This article describes an infrastructure topology for IBM® Business Process Manager that includes elements that reside in distinct data centers that may be geographically separated from each other. Such a topology can be useful in achieving disaster recovery objectives in certain circumstances, especially when recovery times faster those offered by traditional approaches are desired. Additionally, the strategy described in this paper uses Oracle®'s Data Base File System (DBFS) to enable the database manager to control replication of the WebSphere® transaction and compensation logs, as well as traditional IBM BPM database content. This content is part of the IBM Business Process Management Journal.

Share:

Yu Zhang (zhangyzy@cn.ibm.com), Senior Software Engineer, IBM

Yu Zhang photoYu Zhang is a system verification test (SVT) architect for business process management (BPM) at the IBM China Software Development Lab. He has rich experience in test methodologies and deep technical background in the J2EE and BPM areas. He is currently focused on BPM high availability and disaster recovery testing.



Chris Richardson (chrisri@us.ibm.com), Software Architect, IBM

Chris Richardson photoChris Richardson is an architect focused on scalability, resilience and performance on the IBM Business Process Manager development team. Chris has more than 14 years experience working on Software Systems Performance with an emphasis on tooling and methodology, Java virtual machines, and BPM middleware. Chris holds a Master of Science degree from the University of Washington in Seattle.



Jing Wen Cui (jcui@vmware.com), Technical Staff Member, VMWare

Jing Wen Cui photoJing Wen Cui was formerly a Staff Software Engineer in IBM China, where she worked on IBM BPM for more than six years. Her expertise areas include BPEL, SCA, web service security and attachment, workflow patterns, SAML, and WebSphere Portal. She now works at VMWare, where she focuses on cloud-related testing and development.



Eric Herness (herness@us.ibm.com), Distinguished Engineer, IBM

Eric Herness photoEric Herness is an IBM Distinguished Engineer and is the Chief Architect for business process management (BPM) in IBM Software Group. Eric is also the CTO for the business unit focused on BPM and operational decision management (ODM), where he leads the architects who define product and technical direction for the business.

Eric has worked with many large customers as they have adopted BPM and ODM approaches. He has had key lead architectural roles in WebSphere for more than 15 years. Eric has an MBA from the Carlson School at the University of Minnesota.

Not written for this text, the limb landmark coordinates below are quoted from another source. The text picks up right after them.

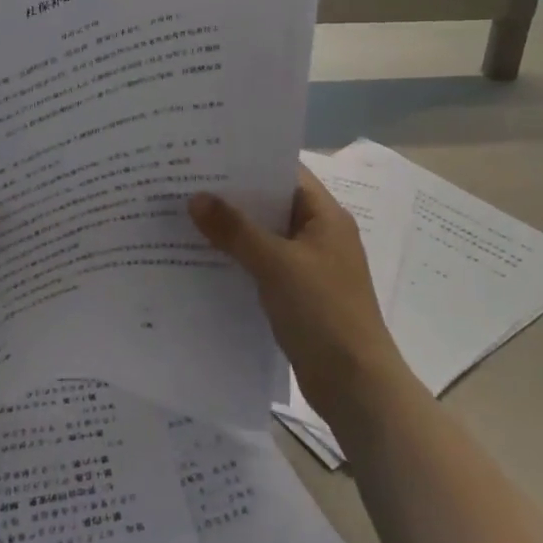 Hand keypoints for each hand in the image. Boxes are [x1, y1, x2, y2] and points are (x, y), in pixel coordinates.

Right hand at [190, 168, 405, 425]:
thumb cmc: (323, 312)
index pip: (285, 173)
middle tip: (186, 184)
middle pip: (272, 204)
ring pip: (265, 237)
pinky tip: (203, 260)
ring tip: (186, 217)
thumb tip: (196, 197)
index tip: (208, 156)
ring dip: (233, 230)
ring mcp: (310, 266)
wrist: (355, 385)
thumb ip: (235, 230)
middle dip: (233, 197)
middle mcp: (319, 235)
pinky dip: (238, 260)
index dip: (250, 162)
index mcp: (325, 216)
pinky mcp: (299, 295)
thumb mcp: (276, 265)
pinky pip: (263, 265) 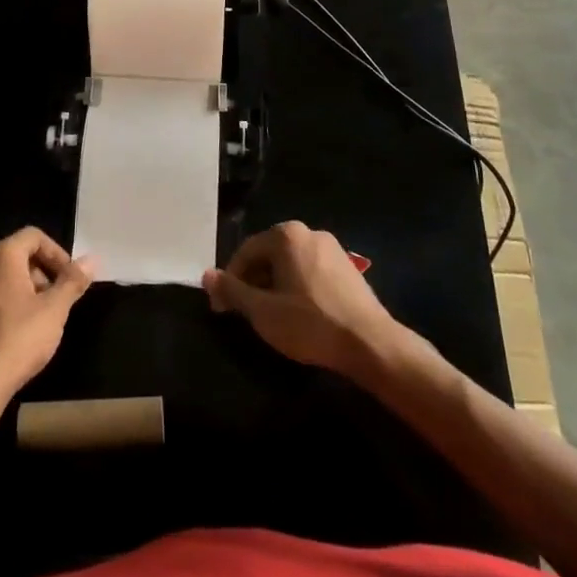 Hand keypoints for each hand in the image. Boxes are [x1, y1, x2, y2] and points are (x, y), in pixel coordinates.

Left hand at [0, 228, 94, 407]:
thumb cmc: (18, 340)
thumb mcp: (54, 310)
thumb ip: (73, 281)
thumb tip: (92, 259)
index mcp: (1, 255)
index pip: (33, 236)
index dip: (57, 253)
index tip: (70, 279)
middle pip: (17, 254)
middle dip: (42, 272)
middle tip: (58, 300)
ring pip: (2, 277)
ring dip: (26, 289)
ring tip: (41, 318)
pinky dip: (7, 303)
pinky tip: (18, 331)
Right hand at [203, 221, 401, 376]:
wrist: (371, 344)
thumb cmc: (310, 323)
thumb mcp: (262, 311)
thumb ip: (232, 290)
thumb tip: (206, 275)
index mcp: (285, 235)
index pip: (245, 252)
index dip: (230, 281)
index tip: (222, 309)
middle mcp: (308, 232)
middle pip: (268, 256)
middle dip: (253, 283)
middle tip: (245, 314)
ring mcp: (331, 248)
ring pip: (289, 265)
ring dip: (274, 287)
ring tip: (272, 318)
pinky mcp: (347, 268)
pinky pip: (310, 272)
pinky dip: (297, 289)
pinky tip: (300, 315) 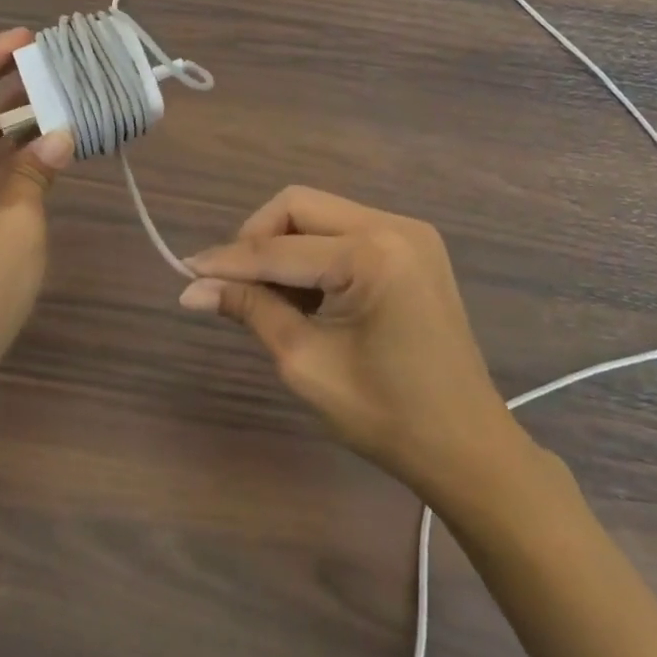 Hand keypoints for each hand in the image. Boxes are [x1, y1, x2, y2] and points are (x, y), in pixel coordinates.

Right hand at [180, 186, 528, 495]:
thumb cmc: (388, 417)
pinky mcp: (413, 246)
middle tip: (232, 284)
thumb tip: (193, 288)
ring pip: (319, 213)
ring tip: (271, 299)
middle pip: (298, 206)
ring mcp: (409, 232)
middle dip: (257, 239)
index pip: (279, 248)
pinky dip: (314, 253)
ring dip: (284, 246)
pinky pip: (344, 230)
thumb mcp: (306, 363)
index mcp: (373, 255)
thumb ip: (250, 310)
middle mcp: (394, 226)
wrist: (469, 451)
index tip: (186, 272)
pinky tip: (306, 295)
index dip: (228, 261) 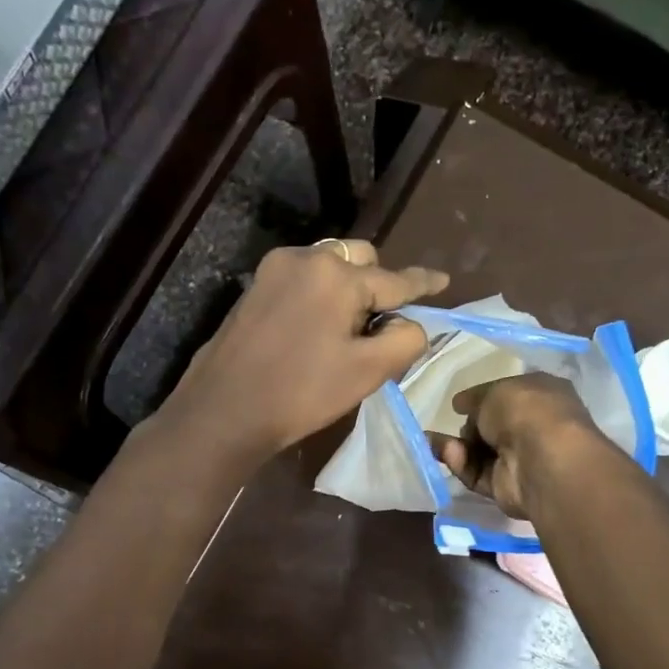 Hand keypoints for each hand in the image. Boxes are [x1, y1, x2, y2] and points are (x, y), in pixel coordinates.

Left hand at [159, 239, 447, 465]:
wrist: (224, 410)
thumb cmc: (301, 393)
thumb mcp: (367, 372)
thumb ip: (405, 340)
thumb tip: (411, 324)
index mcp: (337, 275)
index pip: (395, 279)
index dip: (423, 283)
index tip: (444, 281)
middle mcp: (306, 258)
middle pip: (361, 260)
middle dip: (378, 286)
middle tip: (381, 327)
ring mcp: (275, 270)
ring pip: (330, 266)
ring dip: (349, 289)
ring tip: (349, 331)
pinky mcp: (255, 287)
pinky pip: (304, 279)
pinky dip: (321, 294)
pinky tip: (318, 329)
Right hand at [432, 373, 607, 516]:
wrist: (540, 458)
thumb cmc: (525, 411)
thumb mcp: (494, 391)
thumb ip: (475, 398)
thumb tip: (461, 404)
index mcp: (543, 396)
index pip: (511, 397)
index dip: (485, 399)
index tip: (460, 403)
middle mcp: (535, 428)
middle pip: (493, 427)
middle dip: (470, 426)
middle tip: (452, 422)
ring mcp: (522, 460)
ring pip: (481, 453)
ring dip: (457, 445)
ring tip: (435, 440)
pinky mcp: (506, 487)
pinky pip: (477, 474)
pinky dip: (460, 464)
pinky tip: (447, 452)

Karri Carlson-Neumann (karricar@us.ibm.com), Senior Software Engineer, IBM

Karri Carlson-Neumann photoKarri Carlson-Neumann is a Senior Software Engineer on the WebSphere Process Server development team in Rochester, Minnesota. She has been involved with the development of WebSphere Business Integration Server Foundation and WebSphere Process Server for many years. She currently works in a bring-up lab and is focused on the deployment and integration of WebSphere Process Server.



28 August 2013

Introduction

Many IBM Business Process Manager (IBM BPM) customers, especially enterprise customers, need the ability to recover from a disaster. This requires careful planning, a disaster recovery (DR) data center, and a strategy for replicating your data to the DR site. Today's most common and proven approach is using storage area network (SAN) technology to asynchronously replicate the disks containing the database and the transaction logs, together with a cloned, "cold" cell in the DR site. This approach is documented in the article Asynchronous replication of WebSphere Process Server and WebSphere Enterprise Service Bus for disaster recovery environments. However, some modern BPM solutions require a near zero recovery Point objective (RPO) and a recovery time objective (RTO) that is faster than can generally be achieved via the approach described in that article. That is, the DR site needs to be able to get up and running quickly, against very recently replicated data.

Traditional SAN-based asynchronous replication can't provide aggressive RTO because establishing service in the recovery environment usually takes a long time due to its "cold start." In the article Using Oracle Database File System for disaster recovery on IBM Business Process Manager, we introduced a disaster recovery solution that utilizes database-managed replication, which can provide zero or near zero RPO; however, its RTO still includes all of the time required to start up the cold recovery environment. This article introduces a new, innovative disaster recovery strategy (called stray node for short) to reduce the RTO.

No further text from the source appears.